TRY IT. Among the lines below, tally those holding the string "Right" and give the total only.

EXERCISE DATA.
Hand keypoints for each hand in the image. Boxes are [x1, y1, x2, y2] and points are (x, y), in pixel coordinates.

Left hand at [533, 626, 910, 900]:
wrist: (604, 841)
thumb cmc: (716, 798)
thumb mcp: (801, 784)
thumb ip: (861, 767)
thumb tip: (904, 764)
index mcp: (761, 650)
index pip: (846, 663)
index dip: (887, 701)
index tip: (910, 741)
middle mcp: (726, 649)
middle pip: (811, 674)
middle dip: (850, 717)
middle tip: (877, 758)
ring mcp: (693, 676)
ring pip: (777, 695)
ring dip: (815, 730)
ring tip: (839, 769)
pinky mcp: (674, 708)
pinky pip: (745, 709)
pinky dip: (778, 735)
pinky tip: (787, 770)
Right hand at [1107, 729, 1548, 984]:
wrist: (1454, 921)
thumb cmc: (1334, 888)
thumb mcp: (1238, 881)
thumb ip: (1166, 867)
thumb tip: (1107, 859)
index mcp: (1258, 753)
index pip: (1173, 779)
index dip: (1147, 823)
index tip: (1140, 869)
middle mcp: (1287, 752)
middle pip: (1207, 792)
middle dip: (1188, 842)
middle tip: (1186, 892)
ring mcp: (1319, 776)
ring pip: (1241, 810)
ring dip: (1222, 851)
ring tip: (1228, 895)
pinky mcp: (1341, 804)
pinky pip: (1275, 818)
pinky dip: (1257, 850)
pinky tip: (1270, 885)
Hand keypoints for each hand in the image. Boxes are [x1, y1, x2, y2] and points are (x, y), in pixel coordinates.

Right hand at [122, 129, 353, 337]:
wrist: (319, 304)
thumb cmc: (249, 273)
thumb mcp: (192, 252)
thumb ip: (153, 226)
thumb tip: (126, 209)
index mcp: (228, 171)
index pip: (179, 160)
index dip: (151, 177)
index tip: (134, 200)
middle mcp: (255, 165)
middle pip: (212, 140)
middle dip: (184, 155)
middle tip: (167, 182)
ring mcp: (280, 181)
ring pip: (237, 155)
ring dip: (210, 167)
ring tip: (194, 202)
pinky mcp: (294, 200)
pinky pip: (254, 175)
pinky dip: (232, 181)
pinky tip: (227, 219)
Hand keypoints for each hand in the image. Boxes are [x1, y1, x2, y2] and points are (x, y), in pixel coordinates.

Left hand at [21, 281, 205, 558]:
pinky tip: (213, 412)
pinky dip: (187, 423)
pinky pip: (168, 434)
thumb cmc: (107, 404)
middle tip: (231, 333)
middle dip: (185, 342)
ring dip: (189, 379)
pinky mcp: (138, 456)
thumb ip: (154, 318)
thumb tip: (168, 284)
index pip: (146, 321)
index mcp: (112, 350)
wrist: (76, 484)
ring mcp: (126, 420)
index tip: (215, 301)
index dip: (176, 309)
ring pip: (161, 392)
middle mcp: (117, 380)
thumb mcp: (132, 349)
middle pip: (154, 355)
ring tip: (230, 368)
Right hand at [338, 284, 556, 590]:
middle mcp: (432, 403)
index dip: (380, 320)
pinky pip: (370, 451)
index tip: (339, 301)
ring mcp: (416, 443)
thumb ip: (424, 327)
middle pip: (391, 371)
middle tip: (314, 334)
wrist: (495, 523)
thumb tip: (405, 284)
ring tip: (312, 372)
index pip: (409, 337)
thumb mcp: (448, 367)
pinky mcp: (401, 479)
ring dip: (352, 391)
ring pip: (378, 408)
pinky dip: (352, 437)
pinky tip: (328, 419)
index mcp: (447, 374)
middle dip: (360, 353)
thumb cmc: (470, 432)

ANSWER SECTION. 3